▶ [WHAT YOU NEED TO DO]: Look below for lines that hold the string "WOODS" and copy each one.
-- MATERIAL FOR THIS TASK follows --
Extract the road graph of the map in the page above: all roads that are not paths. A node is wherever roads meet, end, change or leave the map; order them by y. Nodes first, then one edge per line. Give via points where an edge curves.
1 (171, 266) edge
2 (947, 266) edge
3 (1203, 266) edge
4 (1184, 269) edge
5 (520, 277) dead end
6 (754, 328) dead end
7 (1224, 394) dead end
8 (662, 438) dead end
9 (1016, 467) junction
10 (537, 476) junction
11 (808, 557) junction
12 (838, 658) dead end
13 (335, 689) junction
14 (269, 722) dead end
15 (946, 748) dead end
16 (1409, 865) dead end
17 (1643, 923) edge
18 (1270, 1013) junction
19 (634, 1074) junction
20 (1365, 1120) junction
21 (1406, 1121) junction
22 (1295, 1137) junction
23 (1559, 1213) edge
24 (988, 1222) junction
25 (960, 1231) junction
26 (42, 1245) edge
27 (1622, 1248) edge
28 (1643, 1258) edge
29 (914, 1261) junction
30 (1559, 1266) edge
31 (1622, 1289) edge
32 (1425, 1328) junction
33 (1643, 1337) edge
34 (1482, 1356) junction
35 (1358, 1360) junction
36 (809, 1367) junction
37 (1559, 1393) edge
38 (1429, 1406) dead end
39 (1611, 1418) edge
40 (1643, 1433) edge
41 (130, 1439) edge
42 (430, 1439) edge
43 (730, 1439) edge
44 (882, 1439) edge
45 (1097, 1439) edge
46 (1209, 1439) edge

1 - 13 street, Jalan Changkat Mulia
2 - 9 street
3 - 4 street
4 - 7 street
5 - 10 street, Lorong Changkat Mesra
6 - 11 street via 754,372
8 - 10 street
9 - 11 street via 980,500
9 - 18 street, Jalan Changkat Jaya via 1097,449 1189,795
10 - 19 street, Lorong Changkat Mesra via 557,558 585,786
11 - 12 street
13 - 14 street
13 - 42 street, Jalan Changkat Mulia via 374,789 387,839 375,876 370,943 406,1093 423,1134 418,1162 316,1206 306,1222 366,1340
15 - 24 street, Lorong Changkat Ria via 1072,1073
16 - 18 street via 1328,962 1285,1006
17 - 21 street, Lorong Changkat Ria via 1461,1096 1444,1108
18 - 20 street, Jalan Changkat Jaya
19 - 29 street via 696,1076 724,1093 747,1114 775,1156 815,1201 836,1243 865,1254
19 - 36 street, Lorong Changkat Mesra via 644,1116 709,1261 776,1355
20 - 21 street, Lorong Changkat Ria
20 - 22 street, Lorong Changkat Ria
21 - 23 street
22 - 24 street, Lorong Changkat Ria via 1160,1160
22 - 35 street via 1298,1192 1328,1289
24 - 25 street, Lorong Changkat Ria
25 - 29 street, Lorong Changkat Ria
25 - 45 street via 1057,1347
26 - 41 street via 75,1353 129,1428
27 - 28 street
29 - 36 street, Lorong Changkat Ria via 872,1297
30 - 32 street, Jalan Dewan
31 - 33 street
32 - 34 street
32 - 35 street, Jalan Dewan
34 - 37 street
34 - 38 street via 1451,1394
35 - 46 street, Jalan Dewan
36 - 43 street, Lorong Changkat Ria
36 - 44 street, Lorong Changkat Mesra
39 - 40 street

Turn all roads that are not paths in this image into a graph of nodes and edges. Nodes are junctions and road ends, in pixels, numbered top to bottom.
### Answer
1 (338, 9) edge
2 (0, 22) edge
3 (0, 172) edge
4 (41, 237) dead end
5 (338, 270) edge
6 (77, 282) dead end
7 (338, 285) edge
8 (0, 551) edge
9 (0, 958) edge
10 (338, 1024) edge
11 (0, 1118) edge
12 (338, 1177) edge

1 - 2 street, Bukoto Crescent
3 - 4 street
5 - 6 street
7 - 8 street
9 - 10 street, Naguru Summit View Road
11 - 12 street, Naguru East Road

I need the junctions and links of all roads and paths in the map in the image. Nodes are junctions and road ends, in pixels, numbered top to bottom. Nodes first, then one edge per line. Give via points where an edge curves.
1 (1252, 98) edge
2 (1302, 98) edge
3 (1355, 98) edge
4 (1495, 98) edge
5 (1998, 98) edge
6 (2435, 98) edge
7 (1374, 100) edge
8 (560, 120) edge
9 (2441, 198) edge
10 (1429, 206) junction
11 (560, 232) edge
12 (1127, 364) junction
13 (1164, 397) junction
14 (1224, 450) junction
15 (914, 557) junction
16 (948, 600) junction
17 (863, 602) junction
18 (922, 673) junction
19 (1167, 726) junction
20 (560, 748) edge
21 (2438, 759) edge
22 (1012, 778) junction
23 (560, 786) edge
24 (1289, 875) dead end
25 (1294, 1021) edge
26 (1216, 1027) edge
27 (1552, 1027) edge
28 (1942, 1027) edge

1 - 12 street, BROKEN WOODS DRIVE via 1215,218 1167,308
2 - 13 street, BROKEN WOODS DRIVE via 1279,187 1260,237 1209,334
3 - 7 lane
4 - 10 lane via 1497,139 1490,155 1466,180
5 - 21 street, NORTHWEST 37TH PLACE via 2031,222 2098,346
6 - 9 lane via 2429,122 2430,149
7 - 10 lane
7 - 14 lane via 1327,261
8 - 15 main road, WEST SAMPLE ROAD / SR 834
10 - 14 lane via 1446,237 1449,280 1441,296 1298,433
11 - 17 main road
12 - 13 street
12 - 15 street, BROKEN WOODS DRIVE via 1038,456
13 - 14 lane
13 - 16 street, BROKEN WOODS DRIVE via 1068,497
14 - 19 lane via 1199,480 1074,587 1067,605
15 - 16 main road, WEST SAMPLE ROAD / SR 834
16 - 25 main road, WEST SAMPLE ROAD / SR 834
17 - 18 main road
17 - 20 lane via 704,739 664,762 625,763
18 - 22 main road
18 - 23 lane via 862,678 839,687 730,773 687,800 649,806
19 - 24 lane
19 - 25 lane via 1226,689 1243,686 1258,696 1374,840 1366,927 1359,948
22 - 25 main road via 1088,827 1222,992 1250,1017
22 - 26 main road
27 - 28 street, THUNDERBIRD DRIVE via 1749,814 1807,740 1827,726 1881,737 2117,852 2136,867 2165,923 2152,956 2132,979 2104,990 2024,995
-- MATERIAL FOR THIS TASK concluded --
▶ [SOLUTION BELOW]:
1 - 12 street, BROKEN WOODS DRIVE via 1215,218 1167,308
2 - 13 street, BROKEN WOODS DRIVE via 1279,187 1260,237 1209,334
12 - 15 street, BROKEN WOODS DRIVE via 1038,456
13 - 16 street, BROKEN WOODS DRIVE via 1068,497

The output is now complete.